Natürlich liegt die class Datei in dem selben ordner wie die html Datei.


----------



## Wildcard (22. Mrz 2007)

Warum machst du in einem Applet einen Frame auf?


----------



## d3rbastl3r (22. Mrz 2007)

weis ich nicht -.- aber das doch nicht der Grund wieso das Programm nicht läuft oder?
Wenn ich das Programm mit Eclipse ausführe läuft alles, wenn mit der html Datei dann läuft nix.


----------



## Wildcard (22. Mrz 2007)

Dann poste mal die Exception.


----------



## d3rbastl3r (22. Mrz 2007)

Applet UserInterface not inited.
Fehler beim laden Java-Applets.


----------



## Wildcard (22. Mrz 2007)

In der Java Konsole sollte eine Exception stehen


----------



## d3rbastl3r (22. Mrz 2007)

Ömm, hmm, wie schon gesagt, in eclipse Kompiliert und führt er das Applet ganz normal aus.
Die HTML Datei habe ich in Eclipse aber auch nicht drinne.
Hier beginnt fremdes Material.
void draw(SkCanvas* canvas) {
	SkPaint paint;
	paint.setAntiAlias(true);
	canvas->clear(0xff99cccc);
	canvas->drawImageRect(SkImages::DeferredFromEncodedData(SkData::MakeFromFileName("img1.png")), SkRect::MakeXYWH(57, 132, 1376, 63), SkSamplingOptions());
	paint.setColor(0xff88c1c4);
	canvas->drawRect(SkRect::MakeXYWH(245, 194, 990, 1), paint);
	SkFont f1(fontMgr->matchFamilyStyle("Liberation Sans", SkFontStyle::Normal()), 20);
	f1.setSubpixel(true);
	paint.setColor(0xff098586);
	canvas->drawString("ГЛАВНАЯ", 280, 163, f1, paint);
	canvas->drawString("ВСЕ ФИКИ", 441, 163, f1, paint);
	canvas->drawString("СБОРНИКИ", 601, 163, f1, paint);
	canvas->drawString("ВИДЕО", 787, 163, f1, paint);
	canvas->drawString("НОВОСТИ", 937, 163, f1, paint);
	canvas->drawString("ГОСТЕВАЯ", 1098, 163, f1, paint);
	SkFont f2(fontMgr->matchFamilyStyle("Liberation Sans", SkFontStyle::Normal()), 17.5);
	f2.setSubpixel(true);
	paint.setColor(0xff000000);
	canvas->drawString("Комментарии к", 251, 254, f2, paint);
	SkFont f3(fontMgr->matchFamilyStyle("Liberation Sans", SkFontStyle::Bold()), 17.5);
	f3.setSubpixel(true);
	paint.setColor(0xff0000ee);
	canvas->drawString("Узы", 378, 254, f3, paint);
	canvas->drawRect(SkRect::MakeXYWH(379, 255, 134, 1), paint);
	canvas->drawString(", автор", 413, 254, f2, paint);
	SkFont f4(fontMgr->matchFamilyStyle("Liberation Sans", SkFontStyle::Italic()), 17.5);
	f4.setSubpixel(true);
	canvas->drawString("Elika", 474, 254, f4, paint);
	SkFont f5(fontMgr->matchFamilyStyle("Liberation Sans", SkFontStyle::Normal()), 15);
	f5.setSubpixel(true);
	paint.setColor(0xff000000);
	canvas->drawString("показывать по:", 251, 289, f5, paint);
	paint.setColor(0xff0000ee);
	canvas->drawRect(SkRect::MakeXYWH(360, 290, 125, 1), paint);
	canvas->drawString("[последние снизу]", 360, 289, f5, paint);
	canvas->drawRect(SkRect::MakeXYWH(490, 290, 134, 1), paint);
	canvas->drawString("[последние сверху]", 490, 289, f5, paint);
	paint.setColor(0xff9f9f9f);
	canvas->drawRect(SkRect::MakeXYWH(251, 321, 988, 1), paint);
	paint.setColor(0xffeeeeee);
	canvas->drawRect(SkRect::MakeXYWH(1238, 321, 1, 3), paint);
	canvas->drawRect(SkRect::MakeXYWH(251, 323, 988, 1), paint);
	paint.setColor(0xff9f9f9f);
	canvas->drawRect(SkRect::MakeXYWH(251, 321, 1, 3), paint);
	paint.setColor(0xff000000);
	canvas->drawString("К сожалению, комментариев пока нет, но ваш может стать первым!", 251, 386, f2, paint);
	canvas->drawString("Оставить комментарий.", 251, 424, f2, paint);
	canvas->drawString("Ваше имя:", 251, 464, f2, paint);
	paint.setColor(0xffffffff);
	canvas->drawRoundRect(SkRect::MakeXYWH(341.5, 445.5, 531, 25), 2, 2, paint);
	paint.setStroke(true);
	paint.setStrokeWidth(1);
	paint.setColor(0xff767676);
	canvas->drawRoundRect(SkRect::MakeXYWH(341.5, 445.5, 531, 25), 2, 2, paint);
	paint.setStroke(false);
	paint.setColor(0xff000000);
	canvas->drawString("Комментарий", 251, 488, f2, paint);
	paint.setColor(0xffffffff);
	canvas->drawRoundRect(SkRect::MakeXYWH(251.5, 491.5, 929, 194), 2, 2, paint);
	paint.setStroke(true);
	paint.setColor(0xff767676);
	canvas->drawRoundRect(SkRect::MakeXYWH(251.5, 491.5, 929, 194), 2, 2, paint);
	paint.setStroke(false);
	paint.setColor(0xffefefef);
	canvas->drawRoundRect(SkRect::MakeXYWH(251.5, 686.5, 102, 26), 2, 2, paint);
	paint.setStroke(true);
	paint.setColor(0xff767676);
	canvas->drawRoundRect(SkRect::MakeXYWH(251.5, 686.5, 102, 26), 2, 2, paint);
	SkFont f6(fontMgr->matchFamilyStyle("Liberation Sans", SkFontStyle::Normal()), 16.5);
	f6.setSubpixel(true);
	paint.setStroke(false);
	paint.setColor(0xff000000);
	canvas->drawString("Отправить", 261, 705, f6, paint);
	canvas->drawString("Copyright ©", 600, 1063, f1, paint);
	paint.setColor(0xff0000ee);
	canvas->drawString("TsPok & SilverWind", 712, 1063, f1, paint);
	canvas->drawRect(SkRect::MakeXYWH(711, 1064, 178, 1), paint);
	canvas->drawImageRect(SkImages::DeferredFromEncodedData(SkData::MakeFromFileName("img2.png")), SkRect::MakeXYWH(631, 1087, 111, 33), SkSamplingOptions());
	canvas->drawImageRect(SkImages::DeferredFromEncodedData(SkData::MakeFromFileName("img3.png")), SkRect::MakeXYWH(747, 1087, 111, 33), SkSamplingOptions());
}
edit: Hmm, beim Kompilieren kommt zwar kein Fehler jedoch eine Warnung:
Die serialisierbare Klasse UserInterface deklariert kein statisches finales Feld 'serialVersionUID' des Typs 'long'	Homepage/Homepage	UserInterface.java	Zeile 6


----------



## Wildcard (22. Mrz 2007)

Java Konsole aufmachen -> Exception rauskopieren -> posten


----------



## d3rbastl3r (22. Mrz 2007)

Da steht irgendwie nix, in der Konsole :/


----------



## Wildcard (22. Mrz 2007)

Wenn ein Applet nicht gestartet wird muss was in der Fehlerkonsole stehen.


----------



## The_S (23. Mrz 2007)

Ohne dir zu nahe treten zu wollen, bleib erst noch ein bisschen im Unterricht und Versuch dich an kleineren Projekten, bevor du ihr komische Sachen machst und selber net weißt, was du tust  .


----------



## L-ectron-X (23. Mrz 2007)

Die Warnung bekommt man zu sehen, wenn das Interface java.io.Serializable im Spiel ist. Bis Java 1.4.2 war es nicht Pflicht (keine Warnung), eine spezielle Variable in den Code einzufügen. Dann kam es beim Deserialisieren zu nicht behebbaren Fehlern, die auf unterschiedliche Klassenversionen eines Objektes zurückzuführen waren. Seit Java 1.5 muss diese Variable eingefügt werden, um dieses Problem zu umgehen.
Ist aber nichts Schlimmes, wenn der Code in Ordnung ist und alle Objekte die gleiche Klassenversion haben (komplett neu kompiliert und serialisierte Objekte gelöscht), wird das Programm trotzdem funktionieren, weil die Serialization Runtime einen Standardwert für diese Variable erzeugt.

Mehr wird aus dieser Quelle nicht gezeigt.